Assignment
Within the entries below, find every line that has the string "Celano", then copy it.
═════ The input
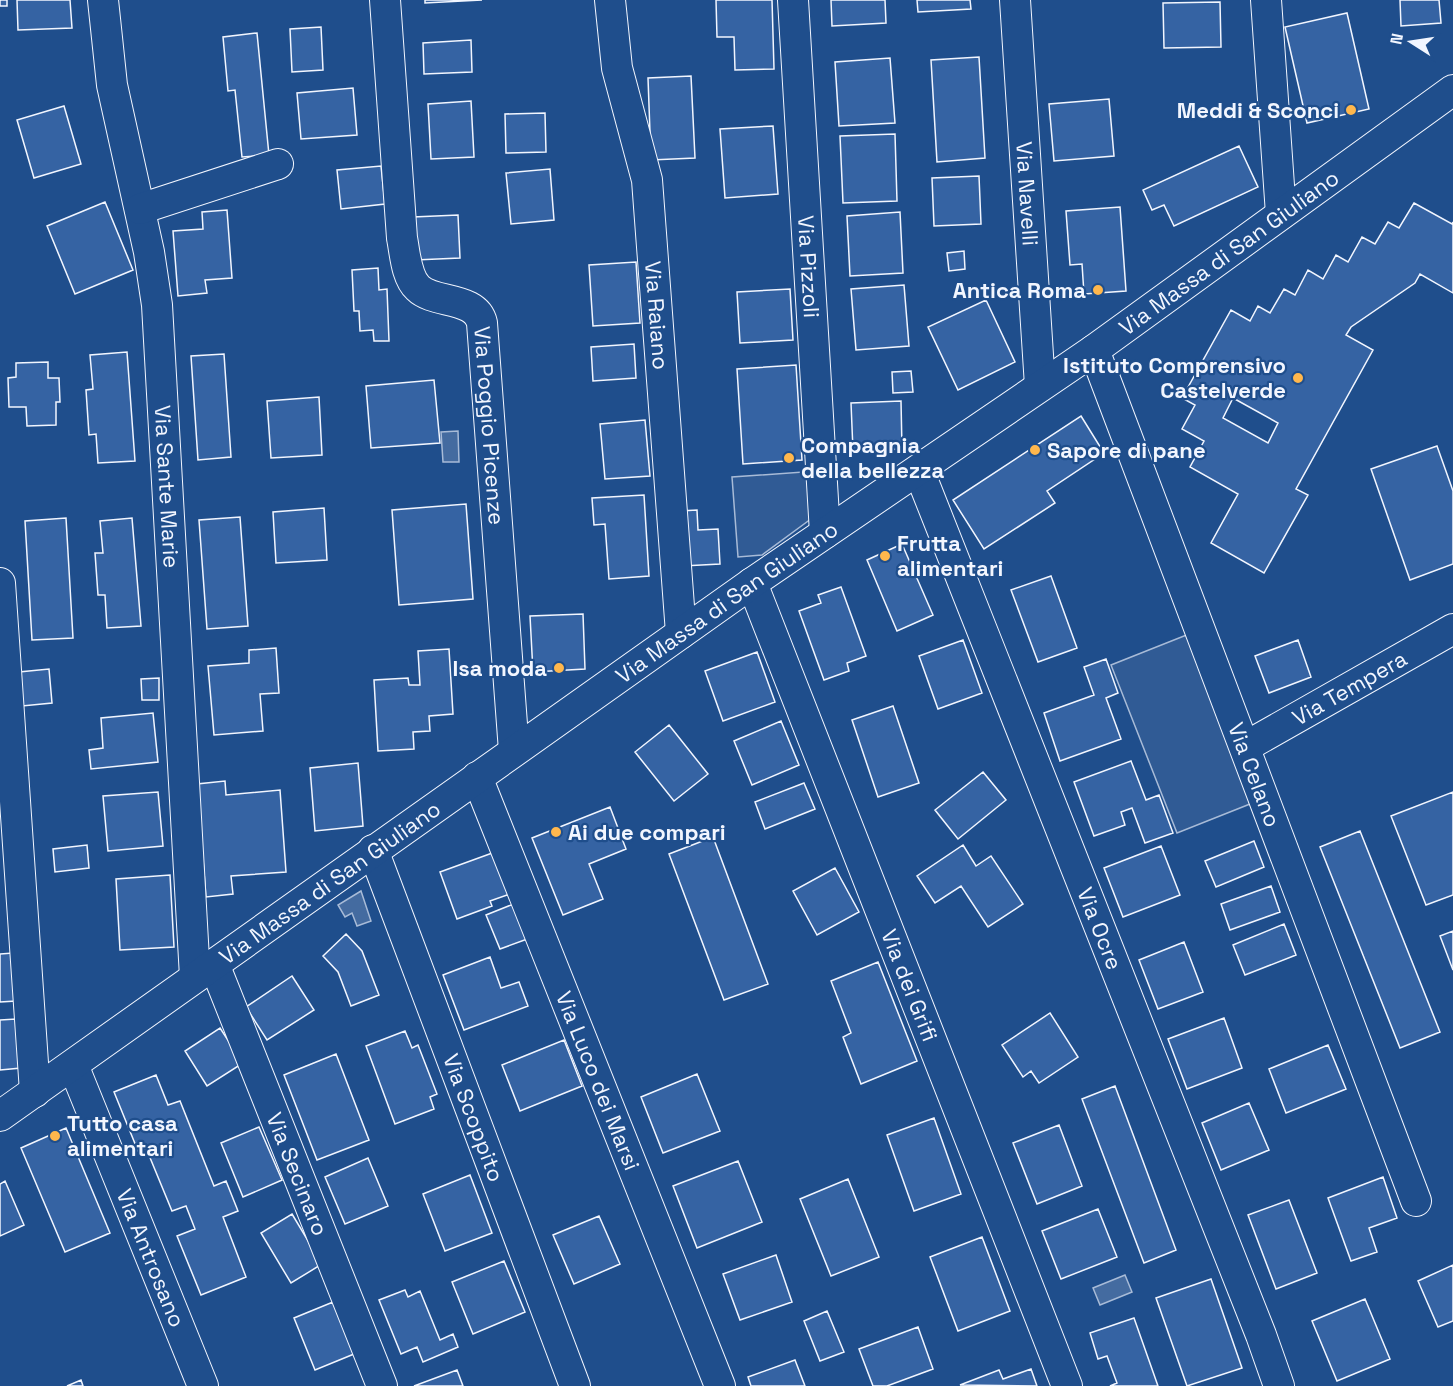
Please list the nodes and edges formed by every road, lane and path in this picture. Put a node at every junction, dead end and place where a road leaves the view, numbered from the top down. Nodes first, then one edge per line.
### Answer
1 (103, 0) edge
2 (385, 0) edge
3 (610, 0) edge
4 (793, 0) edge
5 (1015, 0) edge
6 (1266, 0) edge
7 (1453, 90) edge
8 (278, 164) dead end
9 (140, 209) junction
10 (1281, 214) junction
11 (1094, 350) junction
12 (1040, 386) junction
13 (920, 471) junction
14 (825, 533) junction
15 (0, 583) edge
16 (752, 583) junction
17 (1453, 629) edge
18 (681, 633) junction
19 (1245, 747) junction
20 (514, 751) junction
21 (477, 777) junction
22 (373, 850) junction
23 (205, 971) junction
24 (73, 1065) junction
25 (35, 1092) junction
26 (0, 1116) edge
27 (1416, 1201) dead end
28 (203, 1386) edge
29 (382, 1386) edge
30 (575, 1386) edge
31 (720, 1386) edge
32 (1067, 1386) edge
33 (1279, 1386) edge

1 - 9 street, Via Sante Marie
2 - 20 street, Via Poggio Picenze
3 - 18 street, Via Raiano
4 - 14 street, Via Pizzoli
5 - 12 street, Via Navelli
6 - 10 street
7 - 10 street, Via Massa di San Giuliano
8 - 9 street
9 - 23 street, Via Sante Marie
10 - 11 street, Via Massa di San Giuliano
11 - 12 street, Via Massa di San Giuliano
11 - 19 street, Via Celano
12 - 13 street, Via Massa di San Giuliano
13 - 14 street, Via Massa di San Giuliano
13 - 33 street, Via Ocre
14 - 16 street, Via Massa di San Giuliano
15 - 25 street
16 - 18 street, Via Massa di San Giuliano
16 - 32 street, Via dei Grifi
17 - 19 street, Via Tempera
18 - 20 street, Via Massa di San Giuliano
19 - 27 street, Via Celano
20 - 21 street, Via Massa di San Giuliano
21 - 22 street, Via Massa di San Giuliano
21 - 31 street, Via Luco dei Marsi
22 - 23 street, Via Massa di San Giuliano
22 - 30 street, Via Scoppito
23 - 24 street, Via Massa di San Giuliano
23 - 29 street, Via Secinaro
24 - 25 street, Via Massa di San Giuliano
24 - 28 street, Via Antrosano
25 - 26 street, Via Massa di San Giuliano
══════════
Answer to the exercise
11 - 19 street, Via Celano
19 - 27 street, Via Celano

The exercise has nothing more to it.